As soon as he shuts his eyes, he imagines himself in a changing room in someone else’s dream. He takes off his old personality and puts on a new one, and then he’s summoned to take his place in the dream. His name changes from one dream to the next. It depends on what he’s going to do. Very often he doesn’t have a name at all. And because he’s so insignificant in the dreams he finds himself in, it may be that no one addresses him directly. As soon as Hossam hears one of the cast members in the dream shouting something like, ‘Bring the pencil sharpener,’ or, ‘Where’s the dog?’ or, ‘Give the hero the ashtray,’ he gets himself ready, because that’s what Hossam’s going to be – the pencil sharpener, the dog or the ashtray. He’s never been the hero – unless a pencil sharpener, a dog or an ashtray can play the star role in some dream.
His dreams usually start in the same way, in a changing room. ‘It’s a noisy place. It’s like they’re filming the dream, as in the movies,’ he says. ‘Every dream has someone in charge, like the director of a film.’ His function is to manage the dream; he has the exclusive right to do so – because he’s the man who dreams. You’ll find him stroking his dog, scratching his balls, or lecherously kissing a girl who wants to be someone else. In his other hand he holds a pair of binoculars to monitor the progress of the dream. Hossam has even seen himself as the girl the director is kissing. He said he was annoyed, but he kissed the man and even let the director fondle his bottom. In a whisper, after I promised on my honour I wouldn’t tell anyone, he said, ‘I was a girl in the dream. Imagine. Have you ever dreamt you’re a girl? I have. Another annoying thing about it was that I was a girl who would do anything to be a star, a wannabe girl. That was bad enough, but the kissing made it worse.’ Then there are the mistakes that the characters in the dream sometimes make, which means they have to redo the whole dream. It doesn’t happen on the same night but on the following night, and without Hossam knowing about it. ‘That’s cheating, don’t you think? To go to sleep and find you’re repeating the same dream,’ he tells me.
In one six-dream sequence he saw himself laid out on a trolley in hospital. ‘That was frightening. There were nurses pushing me along the corridor but I didn’t know where I was going. I might have been going down to the mortuary or heading for intensive care. From the number of nurses around me, I gathered I was in a critical condition.’ Even so, Hossam wasn’t the main character in this dream. In every version of the dream his trolley went past a man shouting, ‘No, no, no,’ and this man was the main character in the dream, although all he said was ‘no’.

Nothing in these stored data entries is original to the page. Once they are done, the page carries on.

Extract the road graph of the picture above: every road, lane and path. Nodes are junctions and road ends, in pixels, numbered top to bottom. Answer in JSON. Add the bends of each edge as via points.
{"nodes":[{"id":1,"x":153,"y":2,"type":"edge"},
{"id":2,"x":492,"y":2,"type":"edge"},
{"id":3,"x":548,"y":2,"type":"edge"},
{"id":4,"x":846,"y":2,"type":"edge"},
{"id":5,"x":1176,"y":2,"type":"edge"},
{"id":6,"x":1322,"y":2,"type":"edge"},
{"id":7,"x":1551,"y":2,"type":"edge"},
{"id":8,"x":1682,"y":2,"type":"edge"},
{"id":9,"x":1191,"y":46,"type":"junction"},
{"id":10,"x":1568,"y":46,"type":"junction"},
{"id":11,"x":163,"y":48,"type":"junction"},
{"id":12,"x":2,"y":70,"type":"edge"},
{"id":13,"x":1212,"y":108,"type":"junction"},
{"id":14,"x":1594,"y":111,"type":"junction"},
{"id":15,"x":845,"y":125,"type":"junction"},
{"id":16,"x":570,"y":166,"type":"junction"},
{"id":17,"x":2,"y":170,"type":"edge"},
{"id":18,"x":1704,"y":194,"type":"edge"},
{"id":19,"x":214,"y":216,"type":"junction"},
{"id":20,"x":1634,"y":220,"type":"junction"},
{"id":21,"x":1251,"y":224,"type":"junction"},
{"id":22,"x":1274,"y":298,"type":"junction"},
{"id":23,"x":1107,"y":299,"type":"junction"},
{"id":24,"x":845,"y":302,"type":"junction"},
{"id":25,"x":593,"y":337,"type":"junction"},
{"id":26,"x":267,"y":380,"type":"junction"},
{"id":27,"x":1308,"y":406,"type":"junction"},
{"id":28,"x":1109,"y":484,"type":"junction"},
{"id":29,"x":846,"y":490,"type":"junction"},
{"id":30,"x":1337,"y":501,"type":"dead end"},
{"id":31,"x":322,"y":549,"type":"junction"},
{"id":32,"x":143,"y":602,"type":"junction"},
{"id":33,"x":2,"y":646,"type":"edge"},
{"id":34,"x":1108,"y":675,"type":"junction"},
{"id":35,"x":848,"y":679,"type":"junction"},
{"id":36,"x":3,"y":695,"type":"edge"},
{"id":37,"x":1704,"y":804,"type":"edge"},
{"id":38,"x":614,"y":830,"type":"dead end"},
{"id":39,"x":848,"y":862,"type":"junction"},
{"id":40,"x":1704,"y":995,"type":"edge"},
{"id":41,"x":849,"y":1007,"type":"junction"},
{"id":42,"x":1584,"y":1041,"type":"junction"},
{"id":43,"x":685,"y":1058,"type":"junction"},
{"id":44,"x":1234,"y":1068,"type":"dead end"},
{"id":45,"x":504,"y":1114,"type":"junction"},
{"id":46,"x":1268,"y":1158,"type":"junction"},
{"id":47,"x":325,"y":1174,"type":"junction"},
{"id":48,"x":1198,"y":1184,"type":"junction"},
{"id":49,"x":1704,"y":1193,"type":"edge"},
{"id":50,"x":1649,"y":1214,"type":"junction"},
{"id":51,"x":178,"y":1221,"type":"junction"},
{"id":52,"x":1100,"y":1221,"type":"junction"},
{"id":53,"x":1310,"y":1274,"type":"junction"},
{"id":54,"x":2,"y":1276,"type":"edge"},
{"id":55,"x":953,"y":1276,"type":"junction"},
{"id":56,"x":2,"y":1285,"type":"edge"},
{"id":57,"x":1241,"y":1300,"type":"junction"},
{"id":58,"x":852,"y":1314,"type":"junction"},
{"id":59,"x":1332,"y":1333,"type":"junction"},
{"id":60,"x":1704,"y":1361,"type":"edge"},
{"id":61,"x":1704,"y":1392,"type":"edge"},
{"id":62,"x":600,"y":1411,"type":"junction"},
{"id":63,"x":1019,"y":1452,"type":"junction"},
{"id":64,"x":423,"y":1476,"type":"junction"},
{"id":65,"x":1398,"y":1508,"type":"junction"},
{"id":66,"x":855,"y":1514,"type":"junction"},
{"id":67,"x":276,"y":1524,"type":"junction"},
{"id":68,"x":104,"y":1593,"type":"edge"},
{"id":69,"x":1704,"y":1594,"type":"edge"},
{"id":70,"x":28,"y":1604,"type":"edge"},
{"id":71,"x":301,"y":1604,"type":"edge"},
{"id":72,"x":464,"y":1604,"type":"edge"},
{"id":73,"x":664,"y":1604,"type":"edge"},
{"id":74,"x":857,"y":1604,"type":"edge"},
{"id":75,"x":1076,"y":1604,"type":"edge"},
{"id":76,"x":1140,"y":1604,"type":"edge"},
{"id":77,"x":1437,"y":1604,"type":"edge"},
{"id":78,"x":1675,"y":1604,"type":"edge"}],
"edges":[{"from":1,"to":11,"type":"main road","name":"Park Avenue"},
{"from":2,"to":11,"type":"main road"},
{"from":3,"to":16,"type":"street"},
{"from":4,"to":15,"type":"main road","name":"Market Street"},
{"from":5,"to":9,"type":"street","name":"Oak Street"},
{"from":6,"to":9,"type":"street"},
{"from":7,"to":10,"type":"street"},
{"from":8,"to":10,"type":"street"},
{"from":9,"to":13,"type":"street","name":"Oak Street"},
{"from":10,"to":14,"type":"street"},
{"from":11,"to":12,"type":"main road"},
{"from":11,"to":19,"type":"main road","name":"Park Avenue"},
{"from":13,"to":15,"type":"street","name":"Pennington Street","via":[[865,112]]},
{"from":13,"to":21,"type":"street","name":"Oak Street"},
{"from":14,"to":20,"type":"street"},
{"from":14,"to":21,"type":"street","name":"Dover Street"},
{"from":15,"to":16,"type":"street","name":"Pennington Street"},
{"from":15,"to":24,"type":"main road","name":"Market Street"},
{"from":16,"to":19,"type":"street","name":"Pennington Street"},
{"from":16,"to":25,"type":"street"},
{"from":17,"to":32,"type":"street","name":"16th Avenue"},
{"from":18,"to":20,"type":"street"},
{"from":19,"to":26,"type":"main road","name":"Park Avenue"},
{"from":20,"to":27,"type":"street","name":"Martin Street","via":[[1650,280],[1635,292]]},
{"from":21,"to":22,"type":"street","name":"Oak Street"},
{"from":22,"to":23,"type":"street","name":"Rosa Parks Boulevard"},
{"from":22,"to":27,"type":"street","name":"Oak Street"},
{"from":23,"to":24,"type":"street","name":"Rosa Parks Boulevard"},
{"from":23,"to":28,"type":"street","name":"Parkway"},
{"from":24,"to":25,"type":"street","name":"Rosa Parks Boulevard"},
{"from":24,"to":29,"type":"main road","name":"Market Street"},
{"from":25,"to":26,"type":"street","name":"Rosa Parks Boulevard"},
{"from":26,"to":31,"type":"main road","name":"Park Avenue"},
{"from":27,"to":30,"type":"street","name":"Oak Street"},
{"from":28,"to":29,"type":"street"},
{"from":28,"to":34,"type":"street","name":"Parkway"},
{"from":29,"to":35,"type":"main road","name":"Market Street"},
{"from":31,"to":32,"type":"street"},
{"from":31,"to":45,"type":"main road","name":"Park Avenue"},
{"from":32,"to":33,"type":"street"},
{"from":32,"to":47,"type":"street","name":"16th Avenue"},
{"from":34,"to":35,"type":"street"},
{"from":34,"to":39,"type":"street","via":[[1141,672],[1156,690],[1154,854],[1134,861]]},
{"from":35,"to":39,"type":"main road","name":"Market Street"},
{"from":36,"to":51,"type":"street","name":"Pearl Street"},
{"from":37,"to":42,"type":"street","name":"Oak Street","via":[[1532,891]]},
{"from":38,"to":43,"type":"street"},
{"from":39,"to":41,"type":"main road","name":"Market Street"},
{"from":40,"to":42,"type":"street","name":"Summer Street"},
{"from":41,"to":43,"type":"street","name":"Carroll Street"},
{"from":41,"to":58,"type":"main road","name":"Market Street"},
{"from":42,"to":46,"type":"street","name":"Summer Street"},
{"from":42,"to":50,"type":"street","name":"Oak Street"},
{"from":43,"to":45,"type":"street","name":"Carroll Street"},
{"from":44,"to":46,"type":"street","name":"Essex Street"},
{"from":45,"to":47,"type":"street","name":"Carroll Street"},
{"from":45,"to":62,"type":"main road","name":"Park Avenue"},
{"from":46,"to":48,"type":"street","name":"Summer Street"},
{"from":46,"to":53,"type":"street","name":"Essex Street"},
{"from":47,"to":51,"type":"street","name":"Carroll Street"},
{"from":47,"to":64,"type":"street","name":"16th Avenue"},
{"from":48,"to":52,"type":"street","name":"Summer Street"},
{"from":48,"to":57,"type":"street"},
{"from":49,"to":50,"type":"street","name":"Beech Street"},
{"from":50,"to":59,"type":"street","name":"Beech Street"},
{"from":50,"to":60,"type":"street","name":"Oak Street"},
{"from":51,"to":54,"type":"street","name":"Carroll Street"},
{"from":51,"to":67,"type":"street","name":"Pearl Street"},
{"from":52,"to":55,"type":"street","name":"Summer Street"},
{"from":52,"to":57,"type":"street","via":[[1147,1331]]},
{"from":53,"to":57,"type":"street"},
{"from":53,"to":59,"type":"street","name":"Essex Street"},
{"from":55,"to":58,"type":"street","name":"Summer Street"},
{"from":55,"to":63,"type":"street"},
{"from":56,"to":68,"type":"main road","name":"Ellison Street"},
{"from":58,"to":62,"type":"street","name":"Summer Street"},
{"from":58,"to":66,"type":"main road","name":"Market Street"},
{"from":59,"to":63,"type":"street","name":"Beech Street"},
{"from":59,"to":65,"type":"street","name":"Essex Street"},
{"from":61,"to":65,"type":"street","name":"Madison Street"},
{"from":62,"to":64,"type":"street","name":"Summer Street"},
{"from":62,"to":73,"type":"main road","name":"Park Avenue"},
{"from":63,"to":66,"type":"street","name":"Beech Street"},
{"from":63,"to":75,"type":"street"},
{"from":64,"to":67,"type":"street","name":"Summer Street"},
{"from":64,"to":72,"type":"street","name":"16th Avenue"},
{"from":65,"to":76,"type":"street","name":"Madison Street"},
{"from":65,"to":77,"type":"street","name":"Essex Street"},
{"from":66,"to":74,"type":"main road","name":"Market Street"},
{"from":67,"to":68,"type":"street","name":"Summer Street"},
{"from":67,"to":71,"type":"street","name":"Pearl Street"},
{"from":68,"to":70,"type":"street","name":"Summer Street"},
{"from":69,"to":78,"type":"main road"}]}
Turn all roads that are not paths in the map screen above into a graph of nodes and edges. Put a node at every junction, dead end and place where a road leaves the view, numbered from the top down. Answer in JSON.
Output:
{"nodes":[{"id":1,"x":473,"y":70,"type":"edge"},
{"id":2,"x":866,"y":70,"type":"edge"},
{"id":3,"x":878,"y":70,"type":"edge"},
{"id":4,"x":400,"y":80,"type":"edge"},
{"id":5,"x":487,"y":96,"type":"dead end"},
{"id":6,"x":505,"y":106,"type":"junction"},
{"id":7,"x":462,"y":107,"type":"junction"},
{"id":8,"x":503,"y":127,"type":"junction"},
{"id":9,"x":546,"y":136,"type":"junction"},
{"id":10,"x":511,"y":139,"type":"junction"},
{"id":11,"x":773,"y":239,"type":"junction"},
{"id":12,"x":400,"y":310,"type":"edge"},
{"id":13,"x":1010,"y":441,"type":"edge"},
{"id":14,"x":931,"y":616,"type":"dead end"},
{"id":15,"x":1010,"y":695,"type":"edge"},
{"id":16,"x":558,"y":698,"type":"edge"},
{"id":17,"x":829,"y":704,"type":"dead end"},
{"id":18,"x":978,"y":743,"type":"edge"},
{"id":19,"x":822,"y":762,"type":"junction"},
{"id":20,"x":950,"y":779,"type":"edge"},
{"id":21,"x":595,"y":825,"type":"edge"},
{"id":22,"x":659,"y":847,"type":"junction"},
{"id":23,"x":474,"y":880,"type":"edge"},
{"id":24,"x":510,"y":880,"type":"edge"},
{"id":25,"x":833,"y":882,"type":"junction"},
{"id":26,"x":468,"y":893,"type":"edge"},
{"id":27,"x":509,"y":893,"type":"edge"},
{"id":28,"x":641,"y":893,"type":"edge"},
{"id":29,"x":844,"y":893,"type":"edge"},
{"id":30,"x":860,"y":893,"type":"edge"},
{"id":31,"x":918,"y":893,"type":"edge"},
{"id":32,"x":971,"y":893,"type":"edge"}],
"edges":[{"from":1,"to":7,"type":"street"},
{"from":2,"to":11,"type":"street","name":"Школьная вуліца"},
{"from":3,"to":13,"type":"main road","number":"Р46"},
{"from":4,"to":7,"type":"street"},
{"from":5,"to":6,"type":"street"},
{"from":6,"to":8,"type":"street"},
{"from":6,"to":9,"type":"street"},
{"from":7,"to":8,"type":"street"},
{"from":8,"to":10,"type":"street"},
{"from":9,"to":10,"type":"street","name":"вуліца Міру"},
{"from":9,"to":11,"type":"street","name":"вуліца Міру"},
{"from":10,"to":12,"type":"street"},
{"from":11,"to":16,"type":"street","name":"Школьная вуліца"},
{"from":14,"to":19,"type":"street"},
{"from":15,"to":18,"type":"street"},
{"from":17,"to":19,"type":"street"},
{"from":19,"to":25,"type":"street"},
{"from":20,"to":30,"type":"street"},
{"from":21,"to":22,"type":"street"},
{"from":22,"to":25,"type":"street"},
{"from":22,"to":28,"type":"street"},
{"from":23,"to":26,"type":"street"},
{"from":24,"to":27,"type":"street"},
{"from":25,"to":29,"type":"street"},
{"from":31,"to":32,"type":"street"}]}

‘His shouting was annoying and unpleasant. I even tried to give him the finger, regardless of whatever tragedy he was going through, but apparently that wasn’t allowed. I tried to wake up but I couldn’t. He was the focal point of the dream, and I was just part of the décor. You know how in a dream you see people in the distance – in the background? I’m always in the background of other people’s dreams.’ It seems the dreamer wasn’t satisfied with his dream. He wanted his dream to be perfect from a dramatic point of view. So he kept revising it in his head for six days straight.